┌──
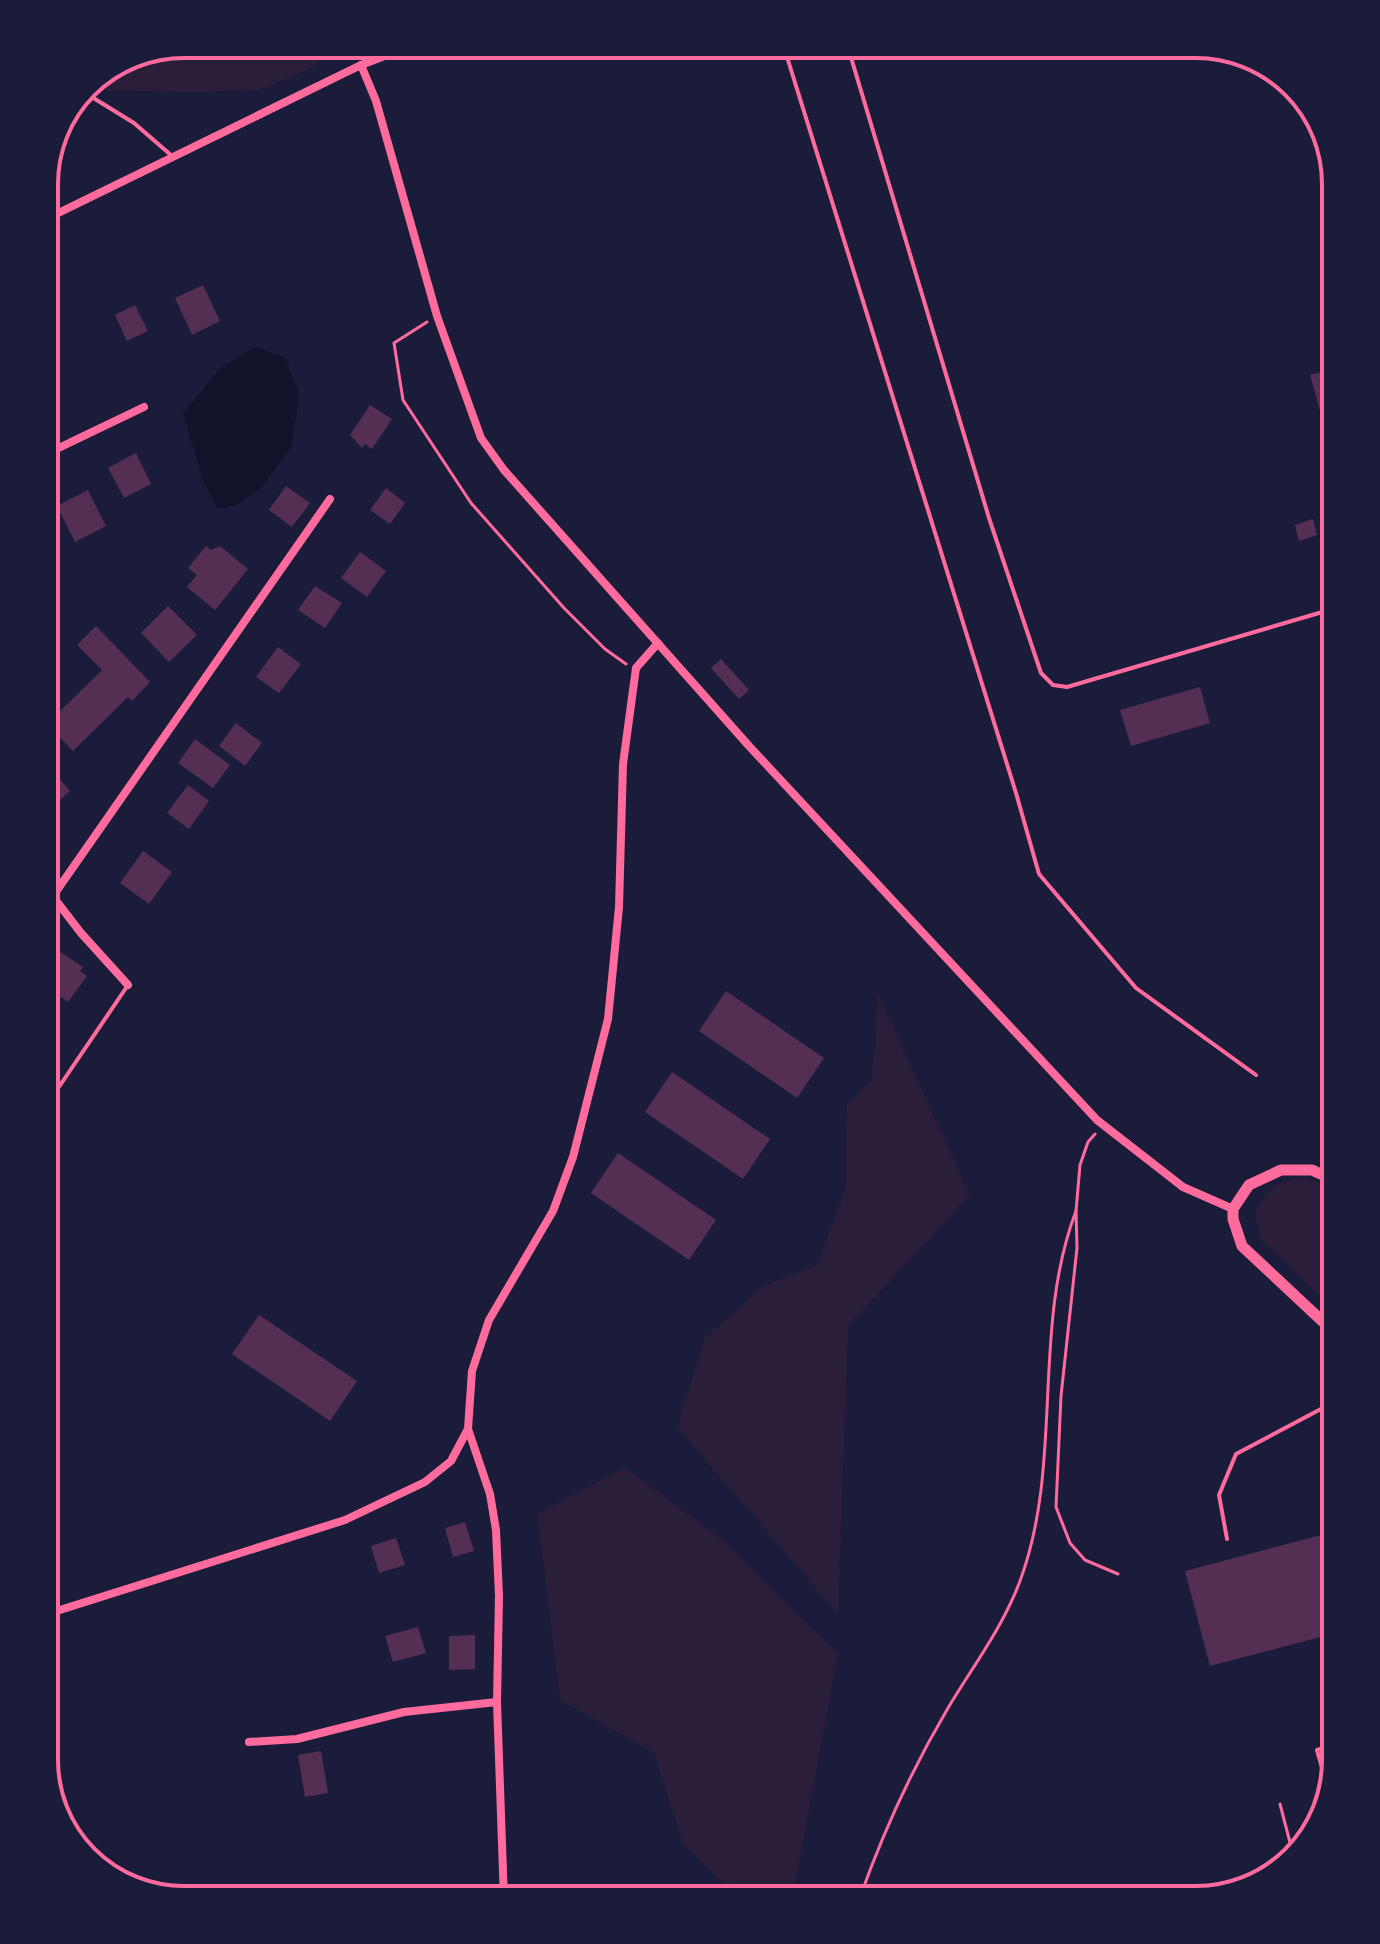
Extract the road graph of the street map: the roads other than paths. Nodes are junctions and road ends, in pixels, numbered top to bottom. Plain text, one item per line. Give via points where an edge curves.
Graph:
1 (377, 58) edge
2 (787, 58) edge
3 (851, 58) edge
4 (361, 65) junction
5 (93, 98) edge
6 (172, 156) junction
7 (58, 213) edge
8 (144, 407) dead end
9 (58, 448) edge
10 (330, 499) dead end
11 (1322, 612) edge
12 (658, 643) junction
13 (58, 889) edge
14 (58, 903) edge
15 (128, 985) joint
16 (1256, 1075) dead end
17 (58, 1088) edge
18 (1322, 1175) edge
19 (1233, 1209) junction
20 (1322, 1321) edge
21 (1322, 1408) edge
22 (468, 1429) junction
23 (1227, 1539) dead end
24 (58, 1611) edge
25 (497, 1702) junction
26 (249, 1742) dead end
27 (1322, 1748) edge
28 (1322, 1766) edge
29 (504, 1886) edge

1 - 4 street
2 - 16 lane via 1039,874 1136,988
3 - 11 lane via 1041,673 1053,685 1067,687
4 - 6 street
4 - 12 street via 437,316 481,438
5 - 6 lane via 134,123
6 - 7 street
8 - 9 street
10 - 13 street
12 - 19 street via 1103,1125 1183,1187
12 - 22 street via 636,668 623,764 619,907 608,1019 573,1157 553,1211 489,1320 472,1371
14 - 15 street
15 - 17 lane
18 - 19 street via 1281,1170 1249,1185
19 - 20 street via 1242,1246
21 - 23 lane via 1236,1454 1219,1495
22 - 24 street via 451,1461 425,1482 345,1520
22 - 25 street via 496,1530
25 - 26 street via 404,1712 297,1739
25 - 29 street
27 - 28 lane via 1317,1750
└──
#### Problem description:
Look through the material above and pick out each line holding the word "lane".

#### Your response:
2 - 16 lane via 1039,874 1136,988
3 - 11 lane via 1041,673 1053,685 1067,687
5 - 6 lane via 134,123
15 - 17 lane
21 - 23 lane via 1236,1454 1219,1495
27 - 28 lane via 1317,1750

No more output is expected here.